§ Dataset entries
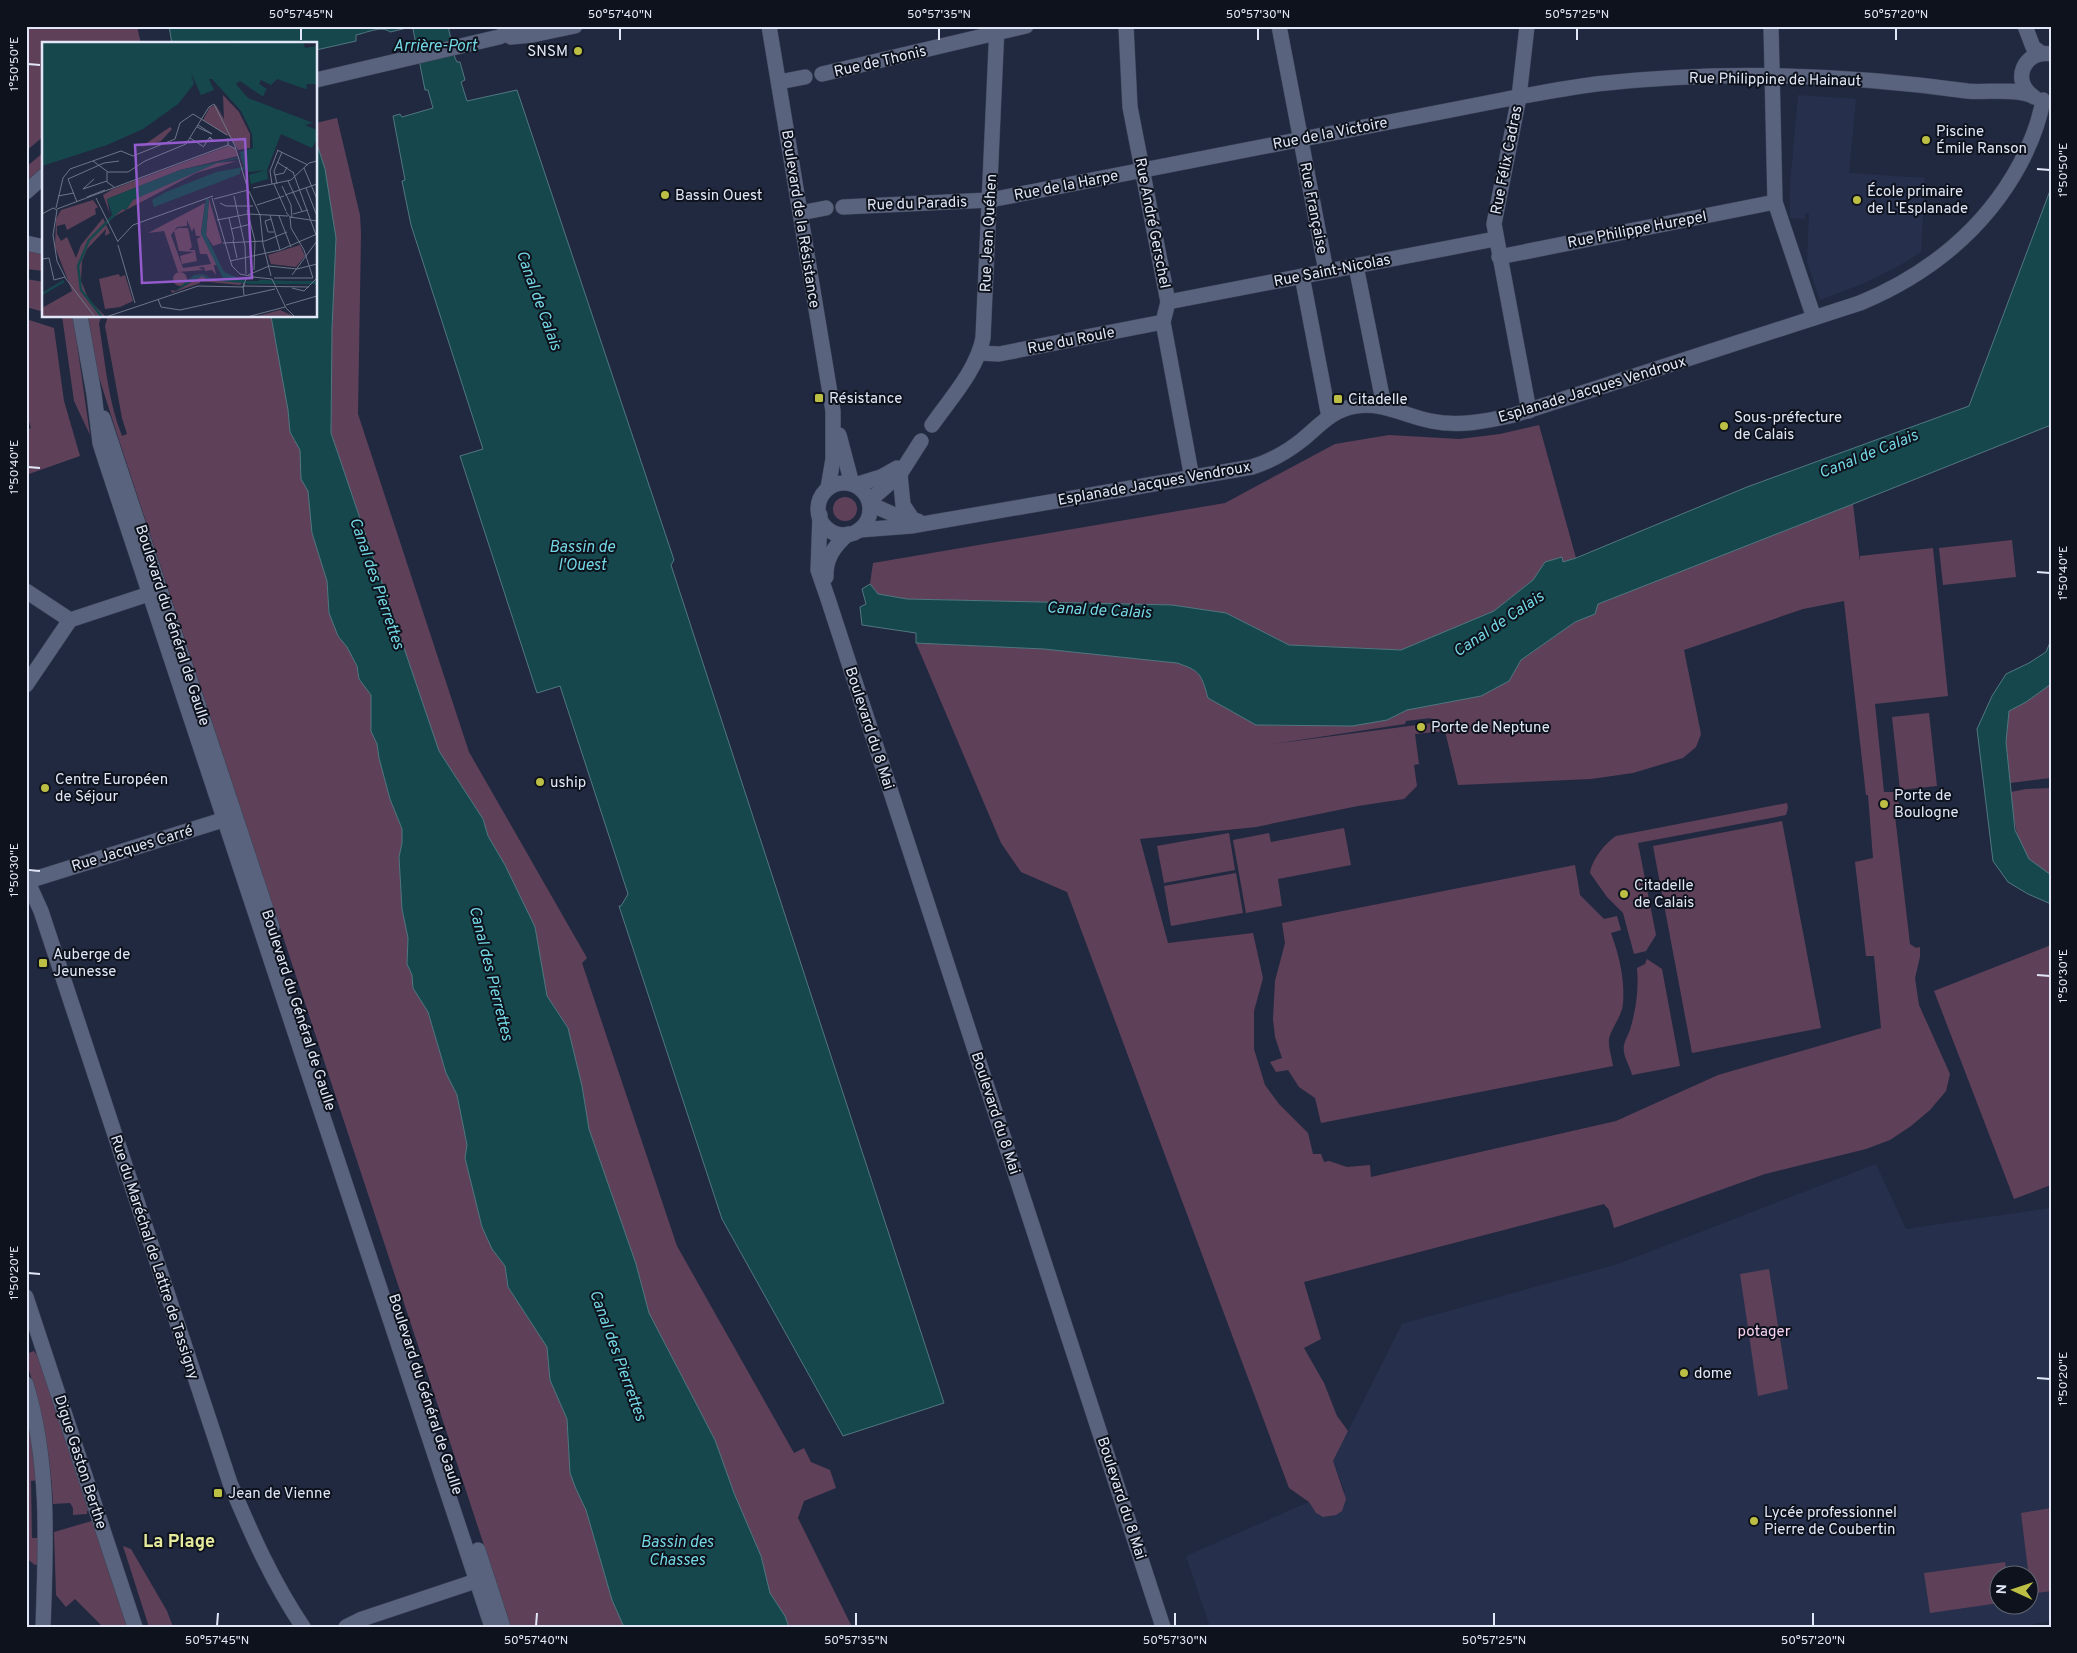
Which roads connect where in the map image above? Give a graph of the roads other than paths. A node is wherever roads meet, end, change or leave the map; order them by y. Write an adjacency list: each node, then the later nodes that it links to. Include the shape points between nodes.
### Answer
1 (526, 26): 11 (street)
2 (575, 26): 11 (street)
3 (769, 26): 17 (street, Boulevard de la Résistance)
4 (1026, 26): 10 (street, Rue de Thonis)
5 (1126, 26): 21 (street, Rue André Gerschel, via 1128,100)
6 (1279, 26): 20 (street, Rue Française)
7 (1527, 26): 18 (street, Rue Félix Cadras)
8 (1771, 26): 15 (street)
9 (2025, 26): 12 (street, via 2033,47)
10 (997, 30): 13 (street, Rue de Thonis); 24 (street, Rue Jean Quéhen)
11 (499, 37): 16 (street)
12 (2047, 52): 19 (street, via 2029,58 2022,69 2026,90)
13 (822, 74)
14 (805, 77): 17 (street)
15 (1773, 77): 18 (street, Rue Philippine de Hainaut, via 1636,80); 19 (street, Rue Philippine de Hainaut, via 1922,84 1993,93 2016,91); 25 (street)
16 (318, 80)
17 (779, 82): 28 (street, Boulevard de la Résistance)
18 (1519, 97): 20 (street, Rue de la Victoire); 29 (street, Rue Félix Cadras, via 1495,217)
19 (2041, 98): 38 (street, Esplanade Jacques Vendroux, via 2037,128 2015,172 1992,207 1965,237 1908,280 1881,294)
20 (1301, 138): 21 (street, Rue de la Victoire); 34 (street, Rue Française)
21 (1142, 169): 24 (street, Rue de la Harpe); 36 (street, Rue André Gerschel)
22 (42, 178): 23 (street)
23 (26, 192)
24 (990, 200): 26 (street, Rue du Paradis); 40 (street, Rue Jean Quéhen, via 983,338)
25 (1775, 202): 32 (street, Rue Philippe Hurepel); 38 (street)
26 (843, 207)
27 (826, 208): 28 (street)
28 (800, 213): 42 (street, Boulevard de la Résistance)
29 (1495, 239): 32 (street, Rue Félix Cadras); 33 (street, Rue Saint-Nicolas)
30 (26, 243): 31 (street)
31 (42, 247)
32 (1499, 256): 43 (street, Rue Félix Cadras)
33 (1356, 266): 34 (street, Rue Saint-Nicolas); 41 (street)
34 (1326, 271): 35 (street, Rue Saint-Nicolas)
35 (1302, 276): 36 (street, Rue Saint-Nicolas); 44 (street)
36 (1168, 302): 39 (street, Rue André Gerschel)
37 (80, 318): 58 (street, Boulevard du Général de Gaulle, via 103,453)
38 (1814, 318): 43 (street, Esplanade Jacques Vendroux)
39 (1163, 322): 40 (street, Rue du Roule, via 999,354); 49 (street, Rue André Gerschel)
40 (979, 353): 45 (street, Rue Jean Quéhen)
41 (1384, 406): 43 (street, Esplanade Jacques Vendroux, via 1431,421 1456,424); 44 (street, Esplanade Jacques Vendroux, via 1356,406)
42 (833, 411): 50 (street, Boulevard de la Résistance); 51 (street, Boulevard de la Résistance, via 833,459)
43 (1529, 411)
44 (1329, 417): 49 (street, Esplanade Jacques Vendroux, via 1289,450 1264,463)
45 (932, 425)
46 (921, 441): 47 (street)
47 (908, 460): 48 (street); 50 (street, via 886,475)
48 (900, 474): 52 (street); 54 (street, via 903,505)
49 (1192, 478): 55 (street, Esplanade Jacques Vendroux)
50 (854, 484): 51 (street, via 842,483); 52 (street, via 863,490)
51 (828, 488): 53 (street, via 820,501)
52 (869, 502): 54 (street, Esplanade Jacques Vendroux, via 891,514); 56 (street, via 868,520)
53 (820, 515): 56 (street, via 829,529 839,534); 59 (street, Boulevard du 8 Mai, via 818,570)
54 (913, 520): 55 (street, Esplanade Jacques Vendroux)
55 (936, 520): 56 (street, Esplanade Jacques Vendroux)
56 (853, 532): 59 (street, Boulevard du 8 Mai, via 836,545 828,558)
57 (26, 591): 60 (street)
58 (155, 592): 60 (street); 62 (street, Boulevard du Général de Gaulle)
59 (828, 599): 73 (street, Boulevard du 8 Mai)
60 (70, 620): 61 (street)
61 (26, 685)
62 (230, 818): 63 (street, Rue Jacques Carré); 66 (street, Boulevard du Général de Gaulle, via 243,873)
63 (27, 880): 69 (street, Rue du Maréchal de Lattre de Tassigny, via 41,911 230,1483 268,1569)
64 (26, 1297): 68 (street, Digue Gaston Berthe)
65 (26, 1384): 67 (street, Digue Gaston Berthe, via 38,1432 45,1490)
66 (482, 1579): 70 (street); 71 (street, Boulevard du Général de Gaulle); 72 (street, Boulevard du Général de Gaulle)
67 (43, 1627)
68 (136, 1627)
69 (303, 1627)
70 (346, 1627)
71 (492, 1627)
72 (503, 1627)
73 (1163, 1627)

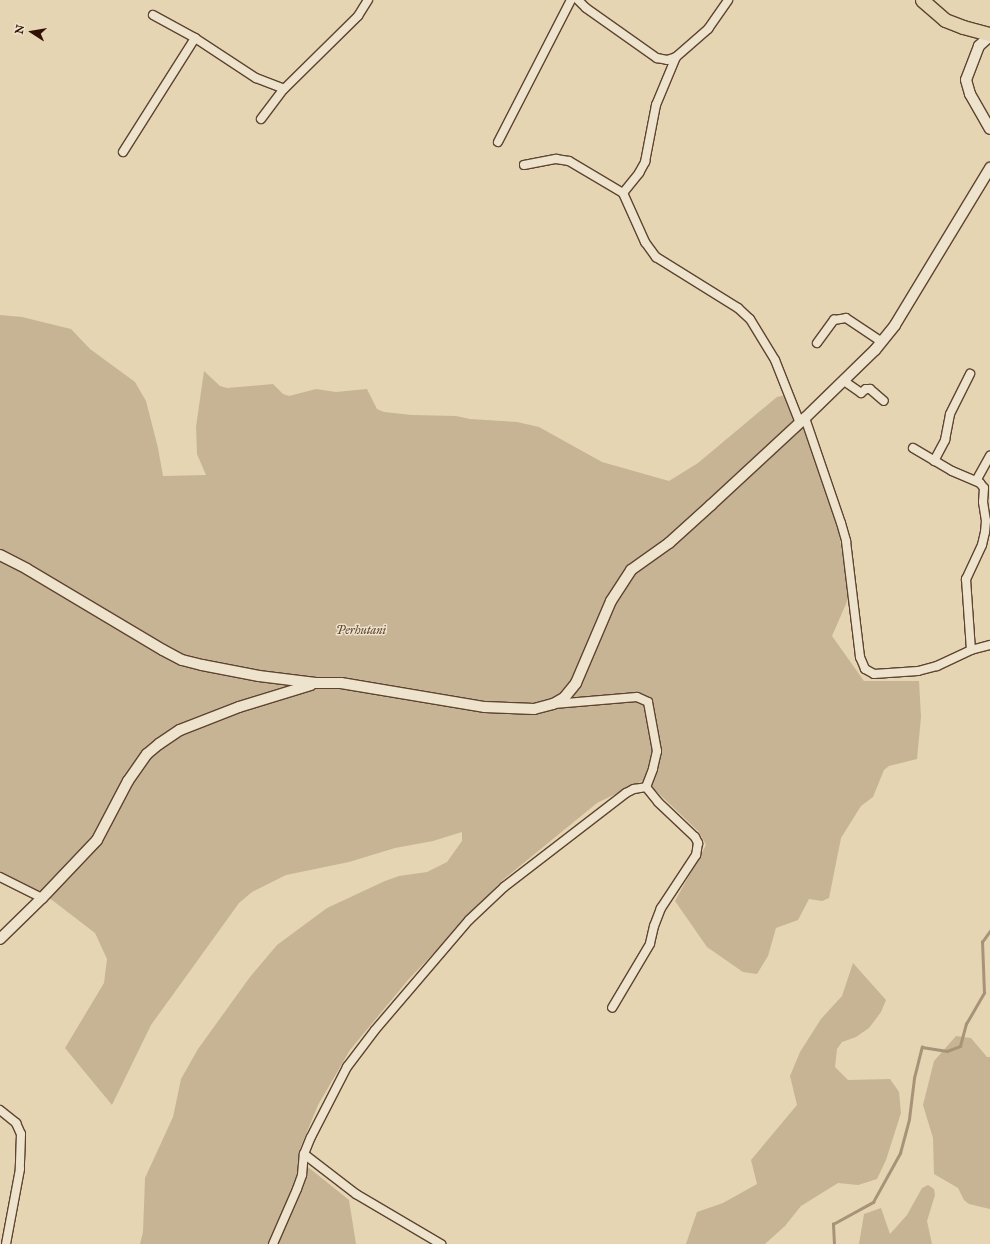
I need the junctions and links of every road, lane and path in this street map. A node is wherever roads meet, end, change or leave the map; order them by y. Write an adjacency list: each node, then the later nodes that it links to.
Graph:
1 (368, 0): 10 (street)
2 (571, 0): 13 (street)
3 (578, 0): 9 (street)
4 (728, 0): 9 (street)
5 (922, 0): 7 (highway)
6 (154, 15): 8 (street)
7 (990, 35): 12 (street)
8 (194, 38): 10 (street); 14 (street)
9 (676, 58): 17 (street)
10 (284, 89): 11 (street)
11 (261, 119)
12 (990, 129)
13 (498, 142)
14 (123, 152)
15 (524, 165): 17 (street)
16 (990, 168): 18 (street)
17 (623, 193): 23 (street)
18 (882, 342): 19 (street); 21 (street)
19 (817, 343)
20 (970, 374): 26 (street)
21 (844, 381): 22 (street); 23 (street)
22 (884, 401)
23 (802, 421): 30 (street); 32 (street)
24 (913, 448): 26 (street)
25 (990, 456): 27 (street)
26 (934, 461): 27 (street)
27 (976, 481): 30 (street)
28 (0, 555): 31 (street)
29 (990, 646): 30 (street)
30 (971, 650)
31 (316, 683): 32 (street); 35 (street)
32 (553, 704): 33 (street)
33 (646, 787): 37 (street); 39 (street)
34 (0, 877): 35 (street)
35 (42, 898): 36 (street)
36 (0, 939)
37 (612, 1008)
38 (0, 1110): 40 (street)
39 (304, 1154): 41 (street); 42 (street)
40 (6, 1244)
41 (273, 1244)
42 (441, 1244)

§ Prompt
Skip the pictures and give the entries above again word for word.

§ Result
Which roads connect where in the map image above? Give a graph of the roads other than paths. A node is wherever roads meet, end, change or leave the map; order them by y. Write an adjacency list: each node, then the later nodes that it links to. Include the shape points between nodes.
### Answer
1 (526, 26): 11 (street)
2 (575, 26): 11 (street)
3 (769, 26): 17 (street, Boulevard de la Résistance)
4 (1026, 26): 10 (street, Rue de Thonis)
5 (1126, 26): 21 (street, Rue André Gerschel, via 1128,100)
6 (1279, 26): 20 (street, Rue Française)
7 (1527, 26): 18 (street, Rue Félix Cadras)
8 (1771, 26): 15 (street)
9 (2025, 26): 12 (street, via 2033,47)
10 (997, 30): 13 (street, Rue de Thonis); 24 (street, Rue Jean Quéhen)
11 (499, 37): 16 (street)
12 (2047, 52): 19 (street, via 2029,58 2022,69 2026,90)
13 (822, 74)
14 (805, 77): 17 (street)
15 (1773, 77): 18 (street, Rue Philippine de Hainaut, via 1636,80); 19 (street, Rue Philippine de Hainaut, via 1922,84 1993,93 2016,91); 25 (street)
16 (318, 80)
17 (779, 82): 28 (street, Boulevard de la Résistance)
18 (1519, 97): 20 (street, Rue de la Victoire); 29 (street, Rue Félix Cadras, via 1495,217)
19 (2041, 98): 38 (street, Esplanade Jacques Vendroux, via 2037,128 2015,172 1992,207 1965,237 1908,280 1881,294)
20 (1301, 138): 21 (street, Rue de la Victoire); 34 (street, Rue Française)
21 (1142, 169): 24 (street, Rue de la Harpe); 36 (street, Rue André Gerschel)
22 (42, 178): 23 (street)
23 (26, 192)
24 (990, 200): 26 (street, Rue du Paradis); 40 (street, Rue Jean Quéhen, via 983,338)
25 (1775, 202): 32 (street, Rue Philippe Hurepel); 38 (street)
26 (843, 207)
27 (826, 208): 28 (street)
28 (800, 213): 42 (street, Boulevard de la Résistance)
29 (1495, 239): 32 (street, Rue Félix Cadras); 33 (street, Rue Saint-Nicolas)
30 (26, 243): 31 (street)
31 (42, 247)
32 (1499, 256): 43 (street, Rue Félix Cadras)
33 (1356, 266): 34 (street, Rue Saint-Nicolas); 41 (street)
34 (1326, 271): 35 (street, Rue Saint-Nicolas)
35 (1302, 276): 36 (street, Rue Saint-Nicolas); 44 (street)
36 (1168, 302): 39 (street, Rue André Gerschel)
37 (80, 318): 58 (street, Boulevard du Général de Gaulle, via 103,453)
38 (1814, 318): 43 (street, Esplanade Jacques Vendroux)
39 (1163, 322): 40 (street, Rue du Roule, via 999,354); 49 (street, Rue André Gerschel)
40 (979, 353): 45 (street, Rue Jean Quéhen)
41 (1384, 406): 43 (street, Esplanade Jacques Vendroux, via 1431,421 1456,424); 44 (street, Esplanade Jacques Vendroux, via 1356,406)
42 (833, 411): 50 (street, Boulevard de la Résistance); 51 (street, Boulevard de la Résistance, via 833,459)
43 (1529, 411)
44 (1329, 417): 49 (street, Esplanade Jacques Vendroux, via 1289,450 1264,463)
45 (932, 425)
46 (921, 441): 47 (street)
47 (908, 460): 48 (street); 50 (street, via 886,475)
48 (900, 474): 52 (street); 54 (street, via 903,505)
49 (1192, 478): 55 (street, Esplanade Jacques Vendroux)
50 (854, 484): 51 (street, via 842,483); 52 (street, via 863,490)
51 (828, 488): 53 (street, via 820,501)
52 (869, 502): 54 (street, Esplanade Jacques Vendroux, via 891,514); 56 (street, via 868,520)
53 (820, 515): 56 (street, via 829,529 839,534); 59 (street, Boulevard du 8 Mai, via 818,570)
54 (913, 520): 55 (street, Esplanade Jacques Vendroux)
55 (936, 520): 56 (street, Esplanade Jacques Vendroux)
56 (853, 532): 59 (street, Boulevard du 8 Mai, via 836,545 828,558)
57 (26, 591): 60 (street)
58 (155, 592): 60 (street); 62 (street, Boulevard du Général de Gaulle)
59 (828, 599): 73 (street, Boulevard du 8 Mai)
60 (70, 620): 61 (street)
61 (26, 685)
62 (230, 818): 63 (street, Rue Jacques Carré); 66 (street, Boulevard du Général de Gaulle, via 243,873)
63 (27, 880): 69 (street, Rue du Maréchal de Lattre de Tassigny, via 41,911 230,1483 268,1569)
64 (26, 1297): 68 (street, Digue Gaston Berthe)
65 (26, 1384): 67 (street, Digue Gaston Berthe, via 38,1432 45,1490)
66 (482, 1579): 70 (street); 71 (street, Boulevard du Général de Gaulle); 72 (street, Boulevard du Général de Gaulle)
67 (43, 1627)
68 (136, 1627)
69 (303, 1627)
70 (346, 1627)
71 (492, 1627)
72 (503, 1627)
73 (1163, 1627)

I need the junctions and links of every road, lane and path in this street map. A node is wherever roads meet, end, change or leave the map; order them by y. Write an adjacency list: each node, then the later nodes that it links to.
Graph:
1 (368, 0): 10 (street)
2 (571, 0): 13 (street)
3 (578, 0): 9 (street)
4 (728, 0): 9 (street)
5 (922, 0): 7 (highway)
6 (154, 15): 8 (street)
7 (990, 35): 12 (street)
8 (194, 38): 10 (street); 14 (street)
9 (676, 58): 17 (street)
10 (284, 89): 11 (street)
11 (261, 119)
12 (990, 129)
13 (498, 142)
14 (123, 152)
15 (524, 165): 17 (street)
16 (990, 168): 18 (street)
17 (623, 193): 23 (street)
18 (882, 342): 19 (street); 21 (street)
19 (817, 343)
20 (970, 374): 26 (street)
21 (844, 381): 22 (street); 23 (street)
22 (884, 401)
23 (802, 421): 30 (street); 32 (street)
24 (913, 448): 26 (street)
25 (990, 456): 27 (street)
26 (934, 461): 27 (street)
27 (976, 481): 30 (street)
28 (0, 555): 31 (street)
29 (990, 646): 30 (street)
30 (971, 650)
31 (316, 683): 32 (street); 35 (street)
32 (553, 704): 33 (street)
33 (646, 787): 37 (street); 39 (street)
34 (0, 877): 35 (street)
35 (42, 898): 36 (street)
36 (0, 939)
37 (612, 1008)
38 (0, 1110): 40 (street)
39 (304, 1154): 41 (street); 42 (street)
40 (6, 1244)
41 (273, 1244)
42 (441, 1244)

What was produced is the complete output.